The dashboard is comprised of two rows of tiles. The top row is a list of most recently used apps and games, while the bottom row is comprised of a direct link to your Games and Apps folder, with three panels that contain "dynamic content." These content blocks are generated by AI and encourage you to engage with various Xbox features, whether it's store promotions, achievements, or friends that are logging in. The last panel on the bottom right is often reserved for actual ads, served by Bing.

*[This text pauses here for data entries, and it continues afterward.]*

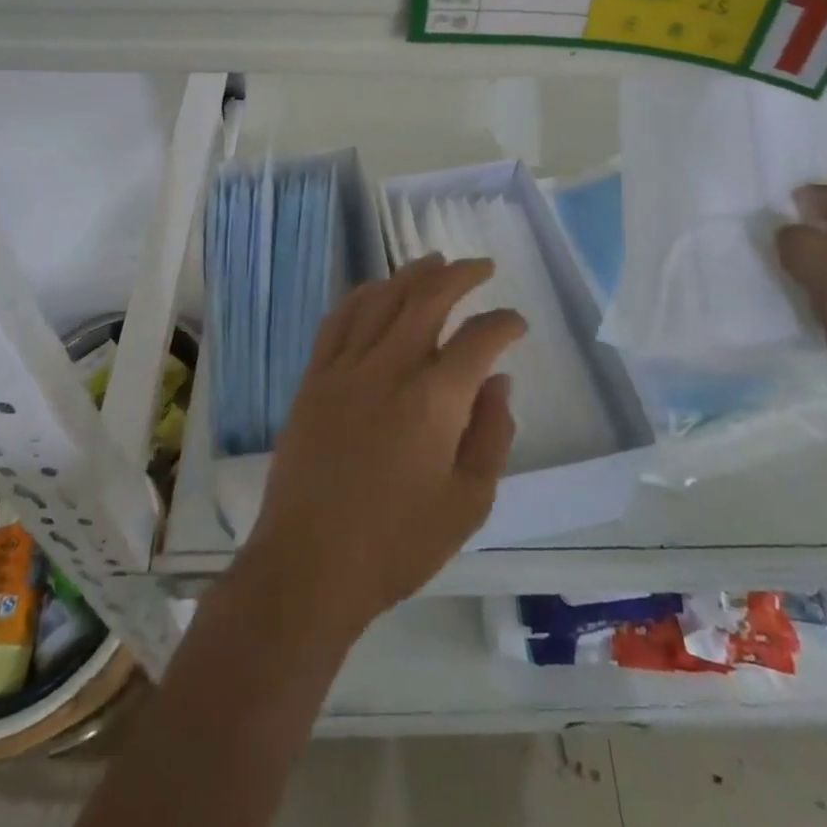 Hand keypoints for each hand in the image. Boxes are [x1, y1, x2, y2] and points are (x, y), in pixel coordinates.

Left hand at [244, 255, 524, 638]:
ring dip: (412, 274)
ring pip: (382, 299)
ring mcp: (345, 369)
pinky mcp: (314, 378)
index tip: (516, 323)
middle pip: (428, 298)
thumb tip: (498, 382)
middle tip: (483, 267)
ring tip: (435, 261)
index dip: (504, 324)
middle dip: (461, 275)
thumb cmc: (398, 544)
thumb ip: (491, 435)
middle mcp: (389, 368)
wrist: (309, 566)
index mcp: (434, 401)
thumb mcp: (468, 503)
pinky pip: (338, 320)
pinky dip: (361, 295)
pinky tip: (375, 289)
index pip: (479, 340)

I suspect complaints around this dashboard cluttering are amplified since Microsoft introduced dynamic themes to the Xbox Series X|S, which are gorgeously animated. Unfortunately, their impact is stunted because they're obscured behind the large unmovable tiles. Fan mock-ups envisage a more streamlined UI that gives more breathing space to the background while reducing the number of segments dedicated to "dynamic" content blocks.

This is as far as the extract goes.